The receiver would make use of this URI in validation (the URI could identify a DTD, XML Schema, or even some other schema definition language). Of course, the message itself could also contain the URI in the DOCTYPE as well.

JMS Body and XML Documents

XML documents are best transported using the JMS javax.jms.TextMessage class. As an example, here is a simple XML text string sent to a queue:

    String text = "<?xml version=\"1.0\"encoding=\"UTF-8\"?> ... ";    TextMessage textMessage = queueSession.createTextMessage();    textMessage.setText(text);    queueSender.send(textMessage);

The synchronous receiver is similar:

    QueueReceiver queueReceiver = queueSession.createReceiver(queue);    TextMessage textMessage = (TextMessage) queueReceiver.receive();    String text = textMessage.getText();

To prepare a message for parsing with DOM and SAX:

    StringReader stringReader = new StringReader(text);    InputSource inputSource = new InputSource(stringReader);    try {      Document doc = documentBuilder.parse(inputSource); // Parse with DOM      xmlReader. parse (inputSource); // or Parse with SAX    } catch (java.io.IOException e) {        System.err.println ("IO Exception");    } catch (org.xml.sax.SAXException e) {        System.err.println("IO Exception");    }

Translation from an existing SAX or DOM representation to a text string is quite a bit more complicated. For DOM, it is not too complicated to build a recursive utility method that visits every node in depth-first order, rendering the results into a java.io.StringWriter. If you build your own, the DOMEcho class, included in the JAXP distribution, is a good place to start. For SAX, consider the XMLWriter class from David Megginson's site at http://megginson.com/Software/index.html.
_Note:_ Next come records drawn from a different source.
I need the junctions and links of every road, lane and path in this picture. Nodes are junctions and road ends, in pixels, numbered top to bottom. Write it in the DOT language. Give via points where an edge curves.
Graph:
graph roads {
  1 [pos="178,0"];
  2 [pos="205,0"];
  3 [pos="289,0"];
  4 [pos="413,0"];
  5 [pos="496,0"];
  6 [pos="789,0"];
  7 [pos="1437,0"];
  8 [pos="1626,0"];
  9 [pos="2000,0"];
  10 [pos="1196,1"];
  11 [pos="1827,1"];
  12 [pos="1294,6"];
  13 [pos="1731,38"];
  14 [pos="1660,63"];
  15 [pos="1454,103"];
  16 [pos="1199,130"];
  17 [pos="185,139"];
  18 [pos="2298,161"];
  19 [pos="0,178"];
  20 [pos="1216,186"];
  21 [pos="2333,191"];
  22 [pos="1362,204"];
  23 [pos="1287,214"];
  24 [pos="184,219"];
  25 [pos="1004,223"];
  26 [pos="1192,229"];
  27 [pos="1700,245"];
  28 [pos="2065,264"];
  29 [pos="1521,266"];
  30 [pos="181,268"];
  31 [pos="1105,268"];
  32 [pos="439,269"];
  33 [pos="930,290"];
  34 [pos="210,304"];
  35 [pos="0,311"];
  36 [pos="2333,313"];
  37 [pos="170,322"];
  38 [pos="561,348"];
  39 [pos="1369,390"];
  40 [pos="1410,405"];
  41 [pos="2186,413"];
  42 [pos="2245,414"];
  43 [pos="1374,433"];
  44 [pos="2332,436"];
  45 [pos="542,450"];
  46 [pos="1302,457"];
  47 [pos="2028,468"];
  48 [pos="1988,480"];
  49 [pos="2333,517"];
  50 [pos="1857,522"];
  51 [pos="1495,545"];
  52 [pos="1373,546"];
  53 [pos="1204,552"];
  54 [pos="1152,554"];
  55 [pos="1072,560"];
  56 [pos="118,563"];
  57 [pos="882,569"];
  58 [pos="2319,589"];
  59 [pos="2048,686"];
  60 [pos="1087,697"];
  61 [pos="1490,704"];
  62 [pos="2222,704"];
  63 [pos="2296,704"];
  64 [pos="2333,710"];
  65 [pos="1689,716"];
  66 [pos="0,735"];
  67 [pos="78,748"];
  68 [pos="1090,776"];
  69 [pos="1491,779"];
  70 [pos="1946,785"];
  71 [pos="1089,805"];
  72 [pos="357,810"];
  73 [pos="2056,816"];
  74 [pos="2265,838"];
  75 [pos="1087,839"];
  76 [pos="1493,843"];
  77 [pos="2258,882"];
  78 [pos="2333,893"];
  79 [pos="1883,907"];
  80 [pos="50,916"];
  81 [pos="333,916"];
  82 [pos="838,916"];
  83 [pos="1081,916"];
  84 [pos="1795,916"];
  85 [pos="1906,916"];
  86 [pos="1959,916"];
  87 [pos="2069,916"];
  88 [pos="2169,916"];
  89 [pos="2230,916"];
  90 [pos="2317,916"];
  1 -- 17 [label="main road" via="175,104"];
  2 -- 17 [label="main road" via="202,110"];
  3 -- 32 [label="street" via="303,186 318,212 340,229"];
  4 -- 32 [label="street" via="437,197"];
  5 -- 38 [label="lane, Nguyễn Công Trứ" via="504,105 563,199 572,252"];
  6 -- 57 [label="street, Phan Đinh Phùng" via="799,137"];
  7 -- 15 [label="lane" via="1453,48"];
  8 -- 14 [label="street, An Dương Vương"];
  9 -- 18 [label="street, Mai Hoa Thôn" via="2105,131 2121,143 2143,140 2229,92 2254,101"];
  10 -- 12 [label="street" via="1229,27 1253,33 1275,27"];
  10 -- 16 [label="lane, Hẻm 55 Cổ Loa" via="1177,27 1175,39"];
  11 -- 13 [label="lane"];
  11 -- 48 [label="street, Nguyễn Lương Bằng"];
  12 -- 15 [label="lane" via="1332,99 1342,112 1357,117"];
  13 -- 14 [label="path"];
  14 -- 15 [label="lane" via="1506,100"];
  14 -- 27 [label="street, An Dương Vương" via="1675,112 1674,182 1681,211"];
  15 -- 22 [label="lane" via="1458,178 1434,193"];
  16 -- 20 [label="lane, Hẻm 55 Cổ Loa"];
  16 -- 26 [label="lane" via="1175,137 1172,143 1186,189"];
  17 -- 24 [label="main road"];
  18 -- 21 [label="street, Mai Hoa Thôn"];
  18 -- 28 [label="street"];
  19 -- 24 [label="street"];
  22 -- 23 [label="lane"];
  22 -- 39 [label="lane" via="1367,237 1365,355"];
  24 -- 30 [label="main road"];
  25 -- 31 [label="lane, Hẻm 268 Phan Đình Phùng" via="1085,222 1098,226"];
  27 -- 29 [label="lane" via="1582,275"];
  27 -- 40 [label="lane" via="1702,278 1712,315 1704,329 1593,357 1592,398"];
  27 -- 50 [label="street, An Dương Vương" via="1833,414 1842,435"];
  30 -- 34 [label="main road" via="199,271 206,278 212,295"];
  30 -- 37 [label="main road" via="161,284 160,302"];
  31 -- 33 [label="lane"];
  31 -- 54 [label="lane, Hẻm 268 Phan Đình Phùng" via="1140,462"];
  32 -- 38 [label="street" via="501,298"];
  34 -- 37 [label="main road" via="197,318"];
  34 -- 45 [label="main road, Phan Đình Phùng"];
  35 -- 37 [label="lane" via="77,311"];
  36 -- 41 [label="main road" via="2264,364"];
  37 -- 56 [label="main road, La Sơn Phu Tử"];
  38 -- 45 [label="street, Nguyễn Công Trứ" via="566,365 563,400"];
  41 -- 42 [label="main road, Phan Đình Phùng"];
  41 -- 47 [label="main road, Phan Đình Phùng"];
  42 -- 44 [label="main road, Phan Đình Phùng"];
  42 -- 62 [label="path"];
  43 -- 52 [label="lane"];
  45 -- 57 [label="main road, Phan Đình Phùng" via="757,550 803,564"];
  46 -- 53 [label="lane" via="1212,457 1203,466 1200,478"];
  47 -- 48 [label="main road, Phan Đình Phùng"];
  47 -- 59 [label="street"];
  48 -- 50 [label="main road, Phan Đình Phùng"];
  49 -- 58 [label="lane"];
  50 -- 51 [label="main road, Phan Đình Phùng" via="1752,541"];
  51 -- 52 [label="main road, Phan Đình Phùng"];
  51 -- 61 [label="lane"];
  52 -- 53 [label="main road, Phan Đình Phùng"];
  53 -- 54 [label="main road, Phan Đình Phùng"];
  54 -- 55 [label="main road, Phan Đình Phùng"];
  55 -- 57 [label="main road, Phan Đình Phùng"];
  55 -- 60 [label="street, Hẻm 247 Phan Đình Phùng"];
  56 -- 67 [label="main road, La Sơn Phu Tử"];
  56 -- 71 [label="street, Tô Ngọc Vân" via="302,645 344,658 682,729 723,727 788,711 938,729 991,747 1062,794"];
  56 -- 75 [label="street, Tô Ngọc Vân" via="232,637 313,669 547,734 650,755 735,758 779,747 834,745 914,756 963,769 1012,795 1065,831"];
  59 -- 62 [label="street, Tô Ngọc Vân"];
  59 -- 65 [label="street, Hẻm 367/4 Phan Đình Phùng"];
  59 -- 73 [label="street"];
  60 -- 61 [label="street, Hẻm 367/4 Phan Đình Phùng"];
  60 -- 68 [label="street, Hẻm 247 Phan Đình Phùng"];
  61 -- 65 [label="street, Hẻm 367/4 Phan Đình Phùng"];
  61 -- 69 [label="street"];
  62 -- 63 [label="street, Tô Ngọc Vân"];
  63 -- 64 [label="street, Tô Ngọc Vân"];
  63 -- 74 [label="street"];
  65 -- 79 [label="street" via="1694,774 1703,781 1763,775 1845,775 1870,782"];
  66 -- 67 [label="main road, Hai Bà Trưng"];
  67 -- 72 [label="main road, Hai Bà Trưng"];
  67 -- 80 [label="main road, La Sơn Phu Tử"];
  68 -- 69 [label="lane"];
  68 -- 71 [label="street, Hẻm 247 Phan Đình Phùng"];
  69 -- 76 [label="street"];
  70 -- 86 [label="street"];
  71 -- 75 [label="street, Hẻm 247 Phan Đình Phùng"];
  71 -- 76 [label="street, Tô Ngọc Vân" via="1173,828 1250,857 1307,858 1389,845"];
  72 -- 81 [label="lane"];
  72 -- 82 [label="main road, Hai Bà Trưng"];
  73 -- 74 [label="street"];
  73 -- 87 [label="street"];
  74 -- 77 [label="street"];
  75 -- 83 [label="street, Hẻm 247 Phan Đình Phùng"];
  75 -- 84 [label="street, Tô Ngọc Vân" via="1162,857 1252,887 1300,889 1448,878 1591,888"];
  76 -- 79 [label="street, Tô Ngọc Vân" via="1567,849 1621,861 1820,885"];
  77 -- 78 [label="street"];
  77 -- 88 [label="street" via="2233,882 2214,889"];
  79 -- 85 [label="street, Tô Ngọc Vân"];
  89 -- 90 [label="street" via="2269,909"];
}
Another consideration is to use the JAXP TRaX API with a null transform, writing into a StreamResult object. A strategy similar to this - but with a real XSLT transform- is employed in the router example below.

Another parsing and manipulation technology to keep an eye on is JDOM (http://www.jdom.org). This is a 100% pure Java API that approaches XML from the perspective of the Java programmer and leveraging the features of the language. The focus is to make working with XML simple and intuitive. JDOM greatly simplifies translation of text representations of XML to/from models like DOM and SAX. This will be a hot technology.